**Data to use**
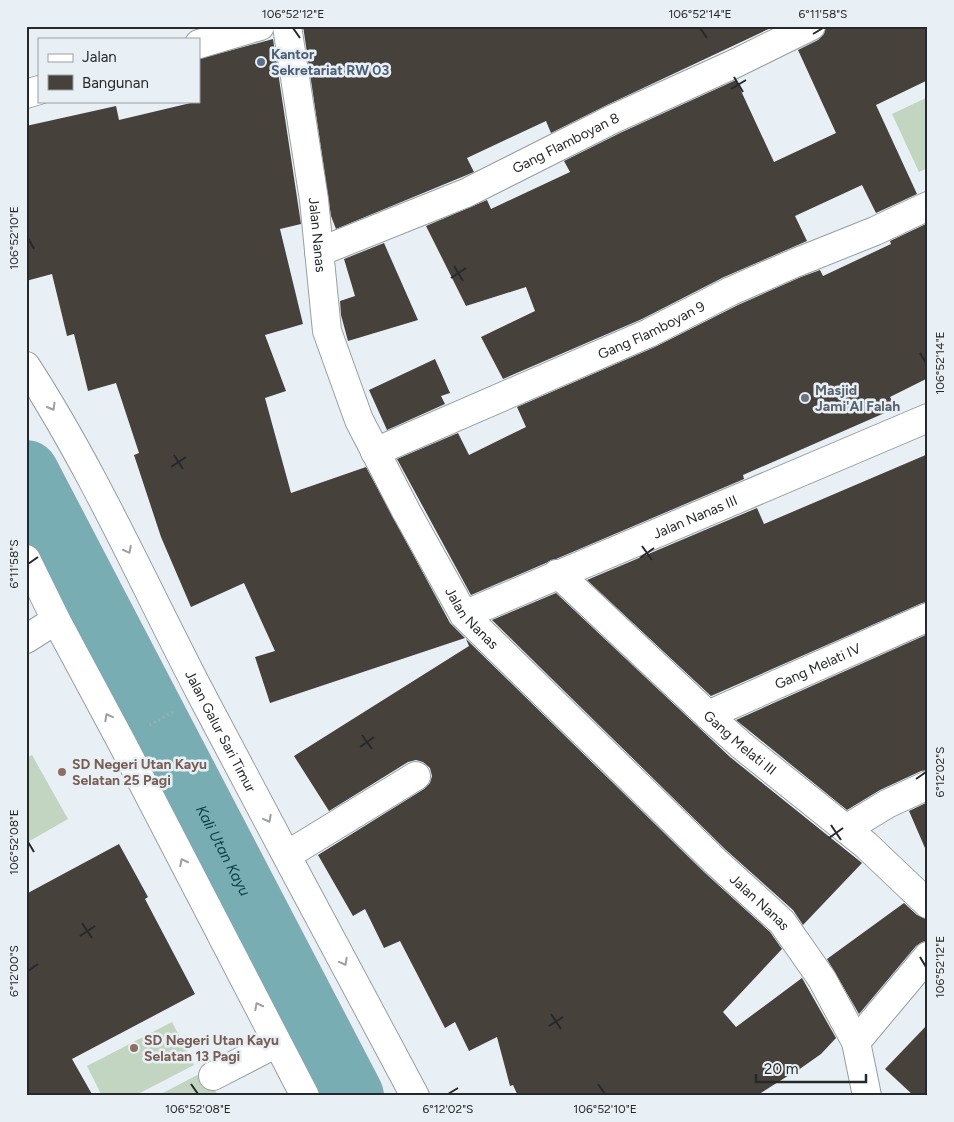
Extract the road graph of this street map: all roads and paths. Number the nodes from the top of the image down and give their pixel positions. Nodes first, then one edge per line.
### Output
1 (260, 26) edge
2 (287, 26) edge
3 (811, 26) edge
4 (200, 44) edge
5 (38, 90) edge
6 (26, 94) edge
7 (928, 206) edge
8 (318, 252) junction
9 (26, 366) edge
10 (928, 418) edge
11 (375, 452) junction
12 (26, 559) edge
13 (557, 574) junction
14 (464, 615) junction
15 (928, 617) edge
16 (56, 620) junction
17 (26, 639) edge
18 (179, 708) dead end
19 (708, 715) junction
20 (142, 730) dead end
21 (416, 776) dead end
22 (928, 785) edge
23 (846, 829) junction
24 (287, 855) junction
25 (928, 904) edge
26 (928, 956) edge
27 (856, 1042) junction
28 (277, 1043) junction
29 (214, 1076) dead end
30 (868, 1095) edge
31 (305, 1096) edge
32 (415, 1096) edge

1 - 4 street
2 - 8 street, Jalan Nanas
3 - 8 street, Gang Flamboyan 8
5 - 6 street
7 - 11 street, Gang Flamboyan 9
8 - 11 street, Jalan Nanas
9 -> 24 street, Jalan Galur Sari Timur
10 - 13 street, Jalan Nanas III
11 - 14 street, Jalan Nanas
12 - 16 street
13 - 14 street, Jalan Nanas III
13 - 19 street, Gang Melati III
14 - 27 street, Jalan Nanas
15 - 19 street, Gang Melati IV
16 - 17 street
28 -> 16 street
18 - 20 path
19 - 23 street, Gang Melati III
21 - 24 street
22 - 23 street
23 - 25 street, Gang Melati III
24 -> 32 street, Jalan Galur Sari Timur
26 - 27 street
27 - 30 street, Jalan Nanas
28 - 29 street
28 - 31 street

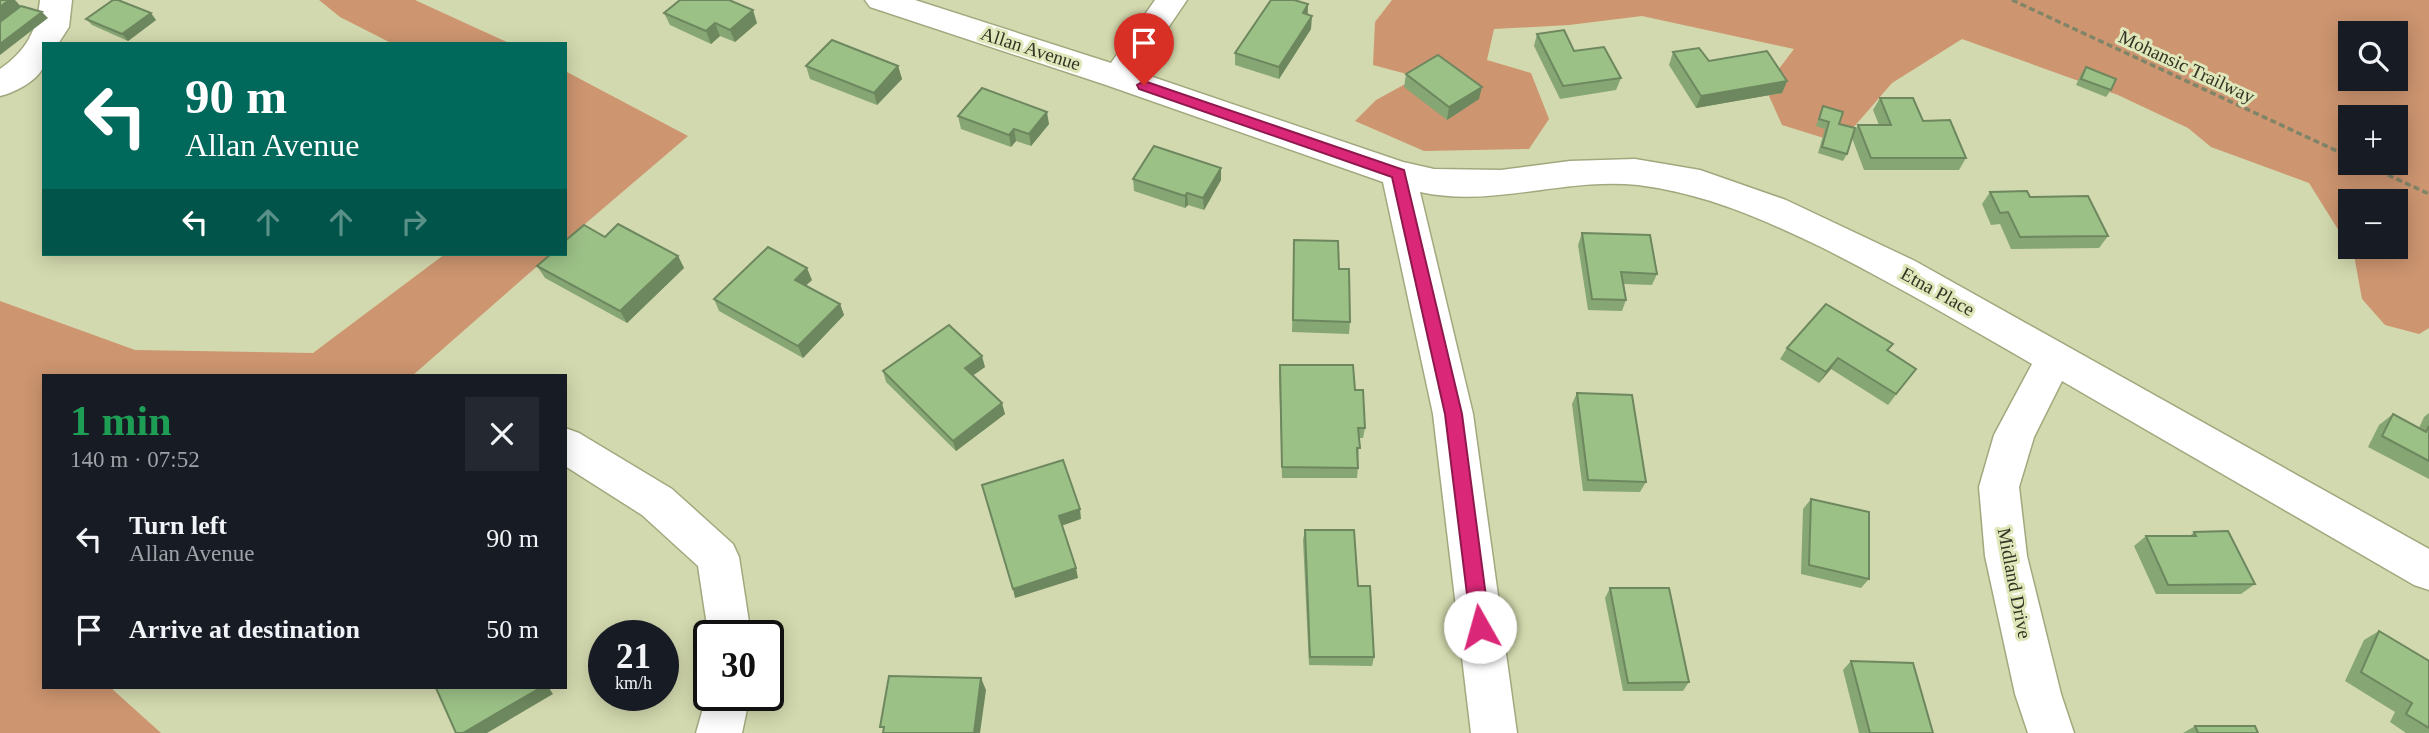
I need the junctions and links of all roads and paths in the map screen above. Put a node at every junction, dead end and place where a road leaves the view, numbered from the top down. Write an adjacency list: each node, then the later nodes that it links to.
1 (57, 0): 5 (street)
2 (881, 0): 7 (street, Allan Avenue)
3 (1171, 0): 7 (street)
4 (2012, 0): 9 (path, Mohansic Trailway)
5 (43, 42)
6 (42, 44): 8 (street)
7 (1118, 77): 10 (street, Allan Avenue)
8 (0, 85)
9 (2338, 151)
10 (1399, 174): 13 (street, Etna Place); 19 (street)
11 (2388, 175): 12 (path)
12 (2429, 194)
13 (2055, 358): 15 (street, Etna Place); 20 (street, Midland Drive)
14 (567, 446): 16 (street)
15 (2429, 571)
16 (727, 620)
17 (724, 711): 18 (street)
18 (719, 733)
19 (1494, 733)
20 (2051, 733)

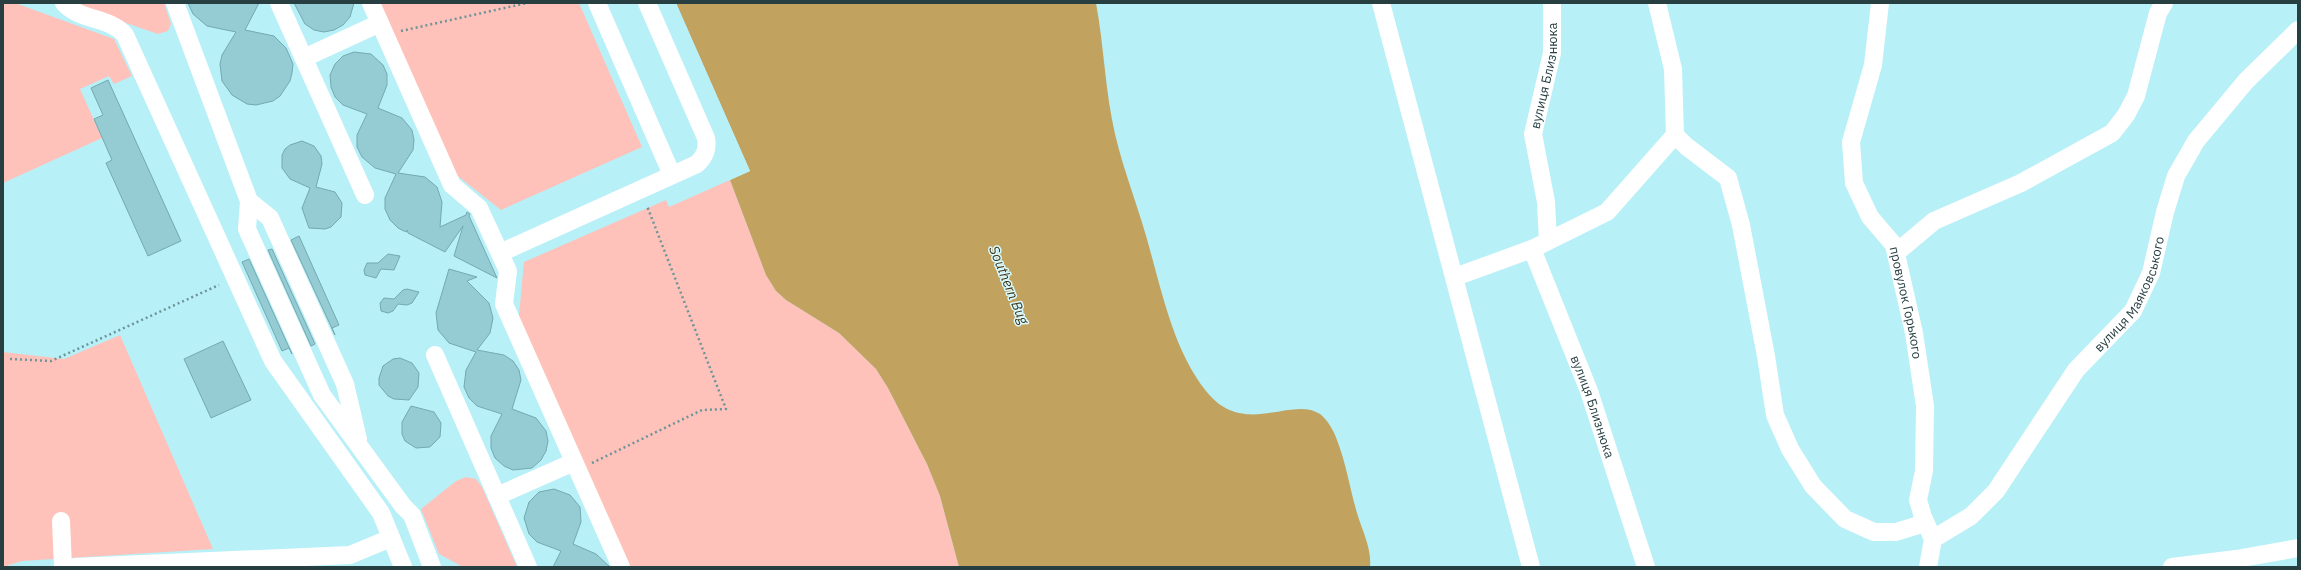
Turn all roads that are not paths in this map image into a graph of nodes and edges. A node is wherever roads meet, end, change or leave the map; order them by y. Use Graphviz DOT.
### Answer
graph roads {
  1 [pos="64,3"];
  2 [pos="174,3"];
  3 [pos="279,3"];
  4 [pos="371,3"];
  5 [pos="597,3"];
  6 [pos="647,3"];
  7 [pos="1381,3"];
  8 [pos="1552,3"];
  9 [pos="1656,3"];
  10 [pos="1880,3"];
  11 [pos="2164,3"];
  12 [pos="2298,14"];
  13 [pos="383,29"];
  14 [pos="2297,31"];
  15 [pos="304,58"];
  16 [pos="1675,135"];
  17 [pos="672,175"];
  18 [pos="365,195"];
  19 [pos="249,201"];
  20 [pos="1548,241"];
  21 [pos="1532,249"];
  22 [pos="500,253"];
  23 [pos="1896,253"];
  24 [pos="1455,277"];
  25 [pos="435,355"];
  26 [pos="360,446"];
  27 [pos="576,466"];
  28 [pos="497,496"];
  29 [pos="406,513"];
  30 [pos="61,521"];
  31 [pos="1929,531"];
  32 [pos="391,538"];
  33 [pos="2298,548"];
  34 [pos="236,559"];
  35 [pos="63,567"];
  36 [pos="75,567"];
  37 [pos="216,567"];
  38 [pos="403,567"];
  39 [pos="421,567"];
  40 [pos="432,567"];
  41 [pos="528,567"];
  42 [pos="621,567"];
  43 [pos="1531,567"];
  44 [pos="1646,567"];
  45 [pos="1928,567"];
  46 [pos="2172,567"];
  1 -- 32 [label="street"];
  2 -- 19 [label="street"];
  3 -- 15 [label="street"];
  4 -- 13 [label="street"];
  5 -- 17 [label="street"];
  6 -- 17 [label="street"];
  7 -- 24 [label="street"];
  8 -- 20 [label="street, вулиця Близнюка"];
  9 -- 16 [label="street"];
  10 -- 23 [label="street, провулок Горького"];
  11 -- 23 [label="street"];
  12 -- 14 [label="street"];
  13 -- 15 [label="street"];
  13 -- 22 [label="street"];
  14 -- 31 [label="street, вулиця Маяковського"];
  15 -- 18 [label="street"];
  16 -- 20 [label="street"];
  16 -- 31 [label="street, вулиця Маяковського"];
  17 -- 22 [label="street"];
  19 -- 26 [label="street"];
  19 -- 26 [label="street"];
  20 -- 21 [label="street"];
  21 -- 24 [label="street"];
  21 -- 44 [label="street, вулиця Близнюка"];
  22 -- 27 [label="street"];
  23 -- 31 [label="street, провулок Горького"];
  24 -- 43 [label="street"];
  25 -- 28 [label="street"];
  26 -- 29 [label="street"];
  27 -- 28 [label="street"];
  27 -- 42 [label="street"];
  28 -- 41 [label="street"];
  29 -- 39 [label="street"];
  29 -- 40 [label="street"];
  30 -- 35 [label="street"];
  31 -- 45 [label="street, провулок Горького"];
  32 -- 34 [label="street"];
  32 -- 38 [label="street"];
  33 -- 46 [label="street"];
  34 -- 36 [label="street"];
  34 -- 37 [label="street"];
}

**Requirement**
You are asked to output the records precisely as they appear, minus any pictures.

**Written solution**
Extract the road graph of this street map: all roads and paths. Number the nodes from the top of the image down and give their pixel positions. Nodes first, then one edge per line.
### Output
1 (260, 26) edge
2 (287, 26) edge
3 (811, 26) edge
4 (200, 44) edge
5 (38, 90) edge
6 (26, 94) edge
7 (928, 206) edge
8 (318, 252) junction
9 (26, 366) edge
10 (928, 418) edge
11 (375, 452) junction
12 (26, 559) edge
13 (557, 574) junction
14 (464, 615) junction
15 (928, 617) edge
16 (56, 620) junction
17 (26, 639) edge
18 (179, 708) dead end
19 (708, 715) junction
20 (142, 730) dead end
21 (416, 776) dead end
22 (928, 785) edge
23 (846, 829) junction
24 (287, 855) junction
25 (928, 904) edge
26 (928, 956) edge
27 (856, 1042) junction
28 (277, 1043) junction
29 (214, 1076) dead end
30 (868, 1095) edge
31 (305, 1096) edge
32 (415, 1096) edge

1 - 4 street
2 - 8 street, Jalan Nanas
3 - 8 street, Gang Flamboyan 8
5 - 6 street
7 - 11 street, Gang Flamboyan 9
8 - 11 street, Jalan Nanas
9 -> 24 street, Jalan Galur Sari Timur
10 - 13 street, Jalan Nanas III
11 - 14 street, Jalan Nanas
12 - 16 street
13 - 14 street, Jalan Nanas III
13 - 19 street, Gang Melati III
14 - 27 street, Jalan Nanas
15 - 19 street, Gang Melati IV
16 - 17 street
28 -> 16 street
18 - 20 path
19 - 23 street, Gang Melati III
21 - 24 street
22 - 23 street
23 - 25 street, Gang Melati III
24 -> 32 street, Jalan Galur Sari Timur
26 - 27 street
27 - 30 street, Jalan Nanas
28 - 29 street
28 - 31 street

I need the junctions and links of all roads and paths in the map screen above. Put a node at every junction, dead end and place where a road leaves the view, numbered from the top down. Write an adjacency list: each node, then the later nodes that it links to.
1 (57, 0): 5 (street)
2 (881, 0): 7 (street, Allan Avenue)
3 (1171, 0): 7 (street)
4 (2012, 0): 9 (path, Mohansic Trailway)
5 (43, 42)
6 (42, 44): 8 (street)
7 (1118, 77): 10 (street, Allan Avenue)
8 (0, 85)
9 (2338, 151)
10 (1399, 174): 13 (street, Etna Place); 19 (street)
11 (2388, 175): 12 (path)
12 (2429, 194)
13 (2055, 358): 15 (street, Etna Place); 20 (street, Midland Drive)
14 (567, 446): 16 (street)
15 (2429, 571)
16 (727, 620)
17 (724, 711): 18 (street)
18 (719, 733)
19 (1494, 733)
20 (2051, 733)

Turn all roads that are not paths in this map image into a graph of nodes and edges. A node is wherever roads meet, end, change or leave the map; order them by y. Use Graphviz DOT.
### Answer
graph roads {
  1 [pos="64,3"];
  2 [pos="174,3"];
  3 [pos="279,3"];
  4 [pos="371,3"];
  5 [pos="597,3"];
  6 [pos="647,3"];
  7 [pos="1381,3"];
  8 [pos="1552,3"];
  9 [pos="1656,3"];
  10 [pos="1880,3"];
  11 [pos="2164,3"];
  12 [pos="2298,14"];
  13 [pos="383,29"];
  14 [pos="2297,31"];
  15 [pos="304,58"];
  16 [pos="1675,135"];
  17 [pos="672,175"];
  18 [pos="365,195"];
  19 [pos="249,201"];
  20 [pos="1548,241"];
  21 [pos="1532,249"];
  22 [pos="500,253"];
  23 [pos="1896,253"];
  24 [pos="1455,277"];
  25 [pos="435,355"];
  26 [pos="360,446"];
  27 [pos="576,466"];
  28 [pos="497,496"];
  29 [pos="406,513"];
  30 [pos="61,521"];
  31 [pos="1929,531"];
  32 [pos="391,538"];
  33 [pos="2298,548"];
  34 [pos="236,559"];
  35 [pos="63,567"];
  36 [pos="75,567"];
  37 [pos="216,567"];
  38 [pos="403,567"];
  39 [pos="421,567"];
  40 [pos="432,567"];
  41 [pos="528,567"];
  42 [pos="621,567"];
  43 [pos="1531,567"];
  44 [pos="1646,567"];
  45 [pos="1928,567"];
  46 [pos="2172,567"];
  1 -- 32 [label="street"];
  2 -- 19 [label="street"];
  3 -- 15 [label="street"];
  4 -- 13 [label="street"];
  5 -- 17 [label="street"];
  6 -- 17 [label="street"];
  7 -- 24 [label="street"];
  8 -- 20 [label="street, вулиця Близнюка"];
  9 -- 16 [label="street"];
  10 -- 23 [label="street, провулок Горького"];
  11 -- 23 [label="street"];
  12 -- 14 [label="street"];
  13 -- 15 [label="street"];
  13 -- 22 [label="street"];
  14 -- 31 [label="street, вулиця Маяковського"];
  15 -- 18 [label="street"];
  16 -- 20 [label="street"];
  16 -- 31 [label="street, вулиця Маяковського"];
  17 -- 22 [label="street"];
  19 -- 26 [label="street"];
  19 -- 26 [label="street"];
  20 -- 21 [label="street"];
  21 -- 24 [label="street"];
  21 -- 44 [label="street, вулиця Близнюка"];
  22 -- 27 [label="street"];
  23 -- 31 [label="street, провулок Горького"];
  24 -- 43 [label="street"];
  25 -- 28 [label="street"];
  26 -- 29 [label="street"];
  27 -- 28 [label="street"];
  27 -- 42 [label="street"];
  28 -- 41 [label="street"];
  29 -- 39 [label="street"];
  29 -- 40 [label="street"];
  30 -- 35 [label="street"];
  31 -- 45 [label="street, провулок Горького"];
  32 -- 34 [label="street"];
  32 -- 38 [label="street"];
  33 -- 46 [label="street"];
  34 -- 36 [label="street"];
  34 -- 37 [label="street"];
}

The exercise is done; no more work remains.